REQUIREMENT |
Verbatim output of the lines below is required, with the images omitted.

[Saved data entries]
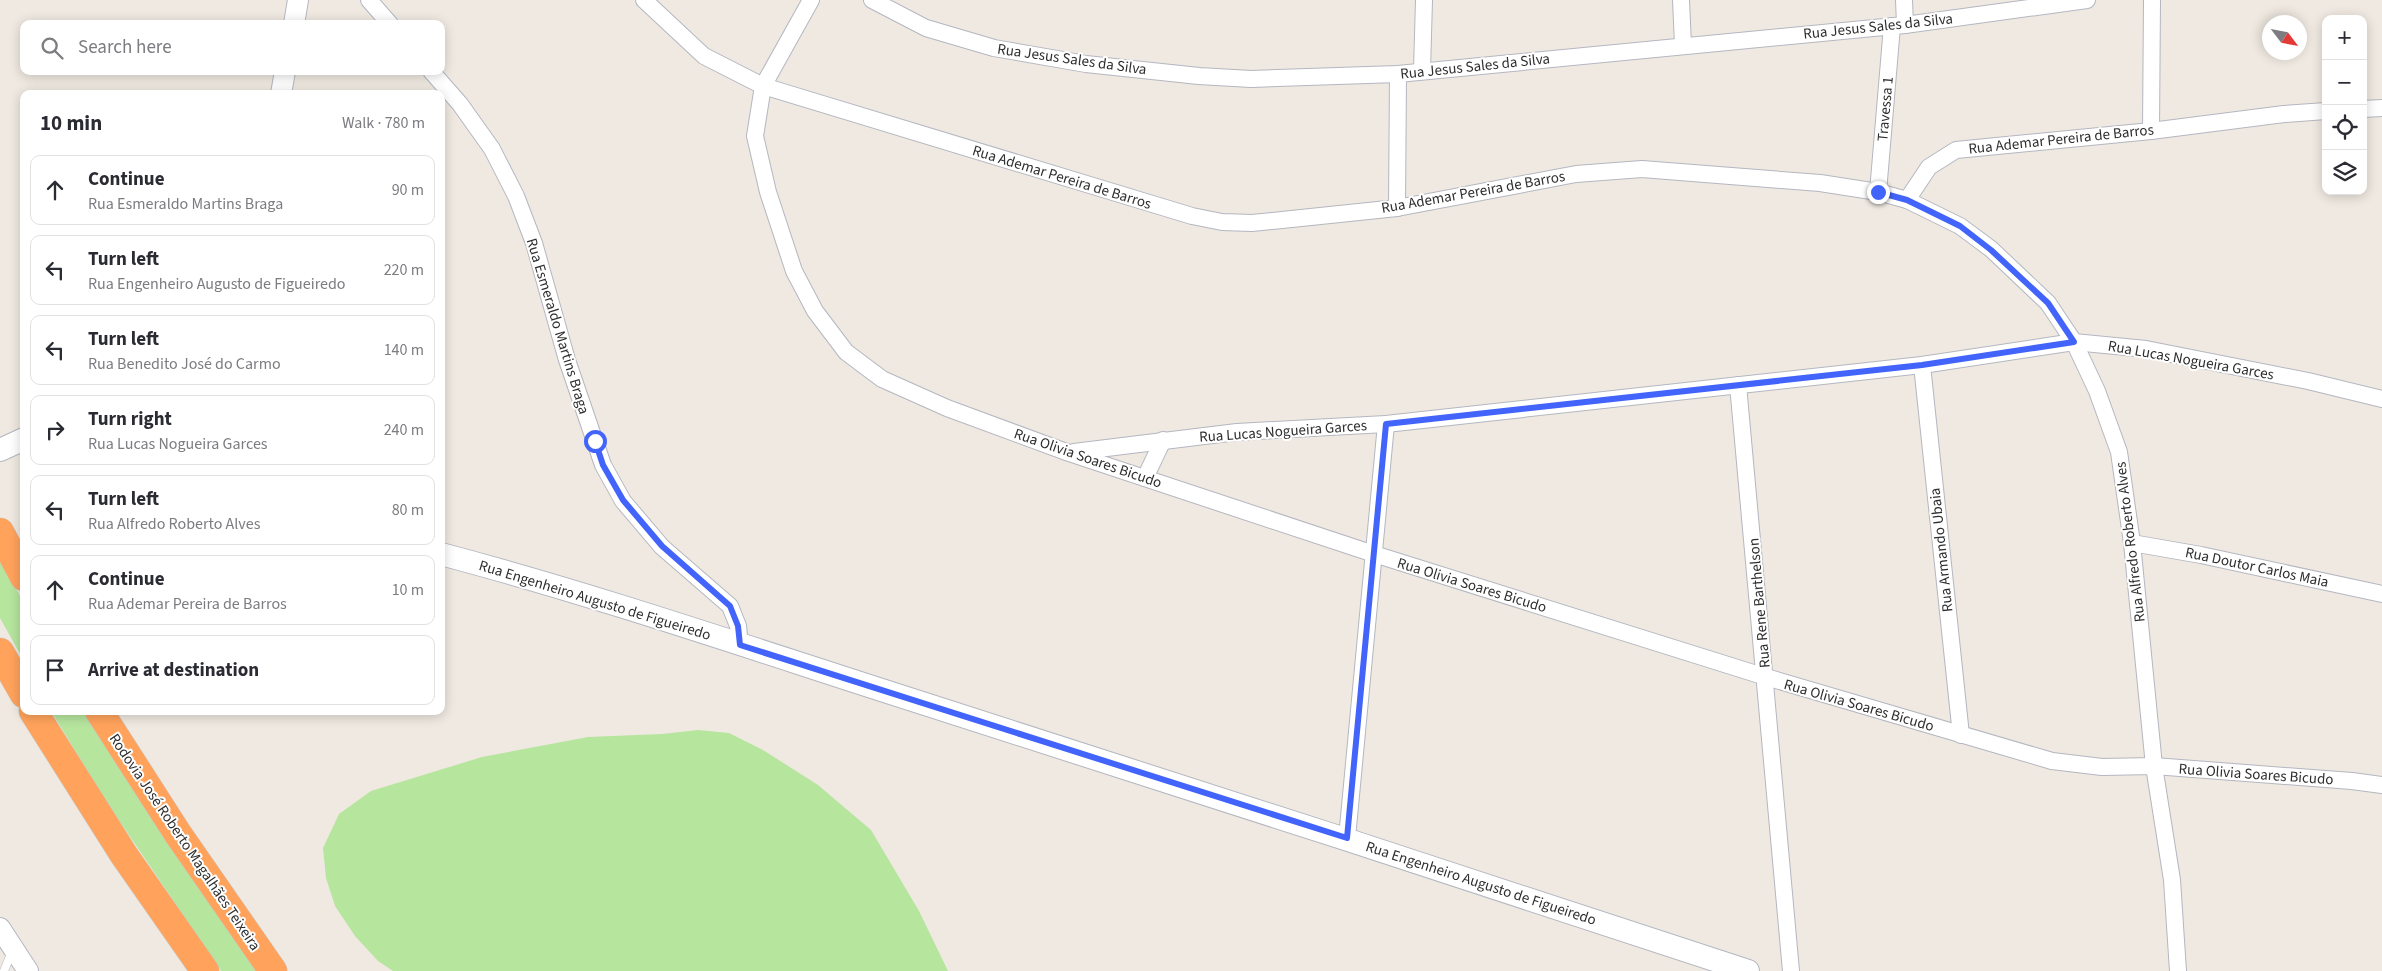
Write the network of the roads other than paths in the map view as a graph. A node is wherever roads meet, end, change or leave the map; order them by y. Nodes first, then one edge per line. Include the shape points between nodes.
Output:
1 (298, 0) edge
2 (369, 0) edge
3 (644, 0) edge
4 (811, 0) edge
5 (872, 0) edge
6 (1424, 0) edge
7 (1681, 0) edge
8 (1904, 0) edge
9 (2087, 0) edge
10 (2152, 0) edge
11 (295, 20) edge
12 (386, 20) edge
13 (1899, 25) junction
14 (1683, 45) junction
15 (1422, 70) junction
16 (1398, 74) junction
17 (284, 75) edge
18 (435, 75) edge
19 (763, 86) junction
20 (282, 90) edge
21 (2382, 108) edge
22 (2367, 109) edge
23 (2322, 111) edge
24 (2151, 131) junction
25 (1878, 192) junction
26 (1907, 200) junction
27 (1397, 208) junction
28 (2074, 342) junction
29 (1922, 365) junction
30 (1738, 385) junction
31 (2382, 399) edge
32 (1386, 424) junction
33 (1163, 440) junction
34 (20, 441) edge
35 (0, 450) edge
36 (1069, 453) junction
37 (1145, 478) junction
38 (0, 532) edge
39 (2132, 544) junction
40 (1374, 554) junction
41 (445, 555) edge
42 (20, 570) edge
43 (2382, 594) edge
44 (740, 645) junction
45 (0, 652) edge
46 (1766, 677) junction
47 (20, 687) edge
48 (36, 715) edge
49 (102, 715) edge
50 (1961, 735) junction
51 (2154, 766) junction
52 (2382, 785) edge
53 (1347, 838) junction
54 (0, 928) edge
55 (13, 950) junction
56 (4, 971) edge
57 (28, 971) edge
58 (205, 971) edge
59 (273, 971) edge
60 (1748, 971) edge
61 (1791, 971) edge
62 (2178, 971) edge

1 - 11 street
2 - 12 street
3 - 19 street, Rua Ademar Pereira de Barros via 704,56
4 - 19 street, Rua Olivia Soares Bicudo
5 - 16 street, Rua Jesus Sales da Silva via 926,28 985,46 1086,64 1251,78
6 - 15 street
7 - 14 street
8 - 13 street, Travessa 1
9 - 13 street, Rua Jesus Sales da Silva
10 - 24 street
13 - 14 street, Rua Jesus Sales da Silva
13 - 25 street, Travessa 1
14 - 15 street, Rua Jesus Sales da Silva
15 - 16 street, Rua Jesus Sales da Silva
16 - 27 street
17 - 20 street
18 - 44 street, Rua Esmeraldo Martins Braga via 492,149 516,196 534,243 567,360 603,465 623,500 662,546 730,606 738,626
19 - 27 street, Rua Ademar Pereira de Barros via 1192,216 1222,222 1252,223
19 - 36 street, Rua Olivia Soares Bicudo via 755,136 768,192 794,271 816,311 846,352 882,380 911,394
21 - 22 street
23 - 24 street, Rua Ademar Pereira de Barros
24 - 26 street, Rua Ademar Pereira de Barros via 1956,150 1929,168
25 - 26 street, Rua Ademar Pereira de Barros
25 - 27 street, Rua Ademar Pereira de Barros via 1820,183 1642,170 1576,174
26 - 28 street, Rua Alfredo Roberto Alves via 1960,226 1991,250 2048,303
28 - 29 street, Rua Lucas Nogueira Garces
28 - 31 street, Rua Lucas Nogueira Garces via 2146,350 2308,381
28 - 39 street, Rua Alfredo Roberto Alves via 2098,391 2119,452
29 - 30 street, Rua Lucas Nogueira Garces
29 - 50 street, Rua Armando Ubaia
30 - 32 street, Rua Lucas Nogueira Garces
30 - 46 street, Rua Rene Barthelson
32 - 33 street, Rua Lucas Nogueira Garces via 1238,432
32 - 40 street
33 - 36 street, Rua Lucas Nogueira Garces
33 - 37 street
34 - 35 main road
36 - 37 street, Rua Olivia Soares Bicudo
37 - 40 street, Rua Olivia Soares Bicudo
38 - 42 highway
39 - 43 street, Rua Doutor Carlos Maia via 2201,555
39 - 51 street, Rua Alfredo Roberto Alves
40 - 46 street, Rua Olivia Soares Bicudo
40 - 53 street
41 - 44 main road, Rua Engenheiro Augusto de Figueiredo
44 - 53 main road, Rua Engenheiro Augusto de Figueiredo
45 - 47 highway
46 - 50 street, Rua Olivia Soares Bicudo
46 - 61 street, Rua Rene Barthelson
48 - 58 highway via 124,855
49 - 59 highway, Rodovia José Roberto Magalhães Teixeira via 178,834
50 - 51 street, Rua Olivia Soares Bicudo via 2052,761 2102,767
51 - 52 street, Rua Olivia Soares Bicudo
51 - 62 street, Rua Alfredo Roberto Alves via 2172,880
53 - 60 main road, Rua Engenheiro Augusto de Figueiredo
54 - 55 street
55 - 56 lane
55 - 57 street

RESULT FOR THIS EXERCISE |
Write the network of the roads other than paths in the map view as a graph. A node is wherever roads meet, end, change or leave the map; order them by y. Nodes first, then one edge per line. Include the shape points between nodes.
Output:
1 (298, 0) edge
2 (369, 0) edge
3 (644, 0) edge
4 (811, 0) edge
5 (872, 0) edge
6 (1424, 0) edge
7 (1681, 0) edge
8 (1904, 0) edge
9 (2087, 0) edge
10 (2152, 0) edge
11 (295, 20) edge
12 (386, 20) edge
13 (1899, 25) junction
14 (1683, 45) junction
15 (1422, 70) junction
16 (1398, 74) junction
17 (284, 75) edge
18 (435, 75) edge
19 (763, 86) junction
20 (282, 90) edge
21 (2382, 108) edge
22 (2367, 109) edge
23 (2322, 111) edge
24 (2151, 131) junction
25 (1878, 192) junction
26 (1907, 200) junction
27 (1397, 208) junction
28 (2074, 342) junction
29 (1922, 365) junction
30 (1738, 385) junction
31 (2382, 399) edge
32 (1386, 424) junction
33 (1163, 440) junction
34 (20, 441) edge
35 (0, 450) edge
36 (1069, 453) junction
37 (1145, 478) junction
38 (0, 532) edge
39 (2132, 544) junction
40 (1374, 554) junction
41 (445, 555) edge
42 (20, 570) edge
43 (2382, 594) edge
44 (740, 645) junction
45 (0, 652) edge
46 (1766, 677) junction
47 (20, 687) edge
48 (36, 715) edge
49 (102, 715) edge
50 (1961, 735) junction
51 (2154, 766) junction
52 (2382, 785) edge
53 (1347, 838) junction
54 (0, 928) edge
55 (13, 950) junction
56 (4, 971) edge
57 (28, 971) edge
58 (205, 971) edge
59 (273, 971) edge
60 (1748, 971) edge
61 (1791, 971) edge
62 (2178, 971) edge

1 - 11 street
2 - 12 street
3 - 19 street, Rua Ademar Pereira de Barros via 704,56
4 - 19 street, Rua Olivia Soares Bicudo
5 - 16 street, Rua Jesus Sales da Silva via 926,28 985,46 1086,64 1251,78
6 - 15 street
7 - 14 street
8 - 13 street, Travessa 1
9 - 13 street, Rua Jesus Sales da Silva
10 - 24 street
13 - 14 street, Rua Jesus Sales da Silva
13 - 25 street, Travessa 1
14 - 15 street, Rua Jesus Sales da Silva
15 - 16 street, Rua Jesus Sales da Silva
16 - 27 street
17 - 20 street
18 - 44 street, Rua Esmeraldo Martins Braga via 492,149 516,196 534,243 567,360 603,465 623,500 662,546 730,606 738,626
19 - 27 street, Rua Ademar Pereira de Barros via 1192,216 1222,222 1252,223
19 - 36 street, Rua Olivia Soares Bicudo via 755,136 768,192 794,271 816,311 846,352 882,380 911,394
21 - 22 street
23 - 24 street, Rua Ademar Pereira de Barros
24 - 26 street, Rua Ademar Pereira de Barros via 1956,150 1929,168
25 - 26 street, Rua Ademar Pereira de Barros
25 - 27 street, Rua Ademar Pereira de Barros via 1820,183 1642,170 1576,174
26 - 28 street, Rua Alfredo Roberto Alves via 1960,226 1991,250 2048,303
28 - 29 street, Rua Lucas Nogueira Garces
28 - 31 street, Rua Lucas Nogueira Garces via 2146,350 2308,381
28 - 39 street, Rua Alfredo Roberto Alves via 2098,391 2119,452
29 - 30 street, Rua Lucas Nogueira Garces
29 - 50 street, Rua Armando Ubaia
30 - 32 street, Rua Lucas Nogueira Garces
30 - 46 street, Rua Rene Barthelson
32 - 33 street, Rua Lucas Nogueira Garces via 1238,432
32 - 40 street
33 - 36 street, Rua Lucas Nogueira Garces
33 - 37 street
34 - 35 main road
36 - 37 street, Rua Olivia Soares Bicudo
37 - 40 street, Rua Olivia Soares Bicudo
38 - 42 highway
39 - 43 street, Rua Doutor Carlos Maia via 2201,555
39 - 51 street, Rua Alfredo Roberto Alves
40 - 46 street, Rua Olivia Soares Bicudo
40 - 53 street
41 - 44 main road, Rua Engenheiro Augusto de Figueiredo
44 - 53 main road, Rua Engenheiro Augusto de Figueiredo
45 - 47 highway
46 - 50 street, Rua Olivia Soares Bicudo
46 - 61 street, Rua Rene Barthelson
48 - 58 highway via 124,855
49 - 59 highway, Rodovia José Roberto Magalhães Teixeira via 178,834
50 - 51 street, Rua Olivia Soares Bicudo via 2052,761 2102,767
51 - 52 street, Rua Olivia Soares Bicudo
51 - 62 street, Rua Alfredo Roberto Alves via 2172,880
53 - 60 main road, Rua Engenheiro Augusto de Figueiredo
54 - 55 street
55 - 56 lane
55 - 57 street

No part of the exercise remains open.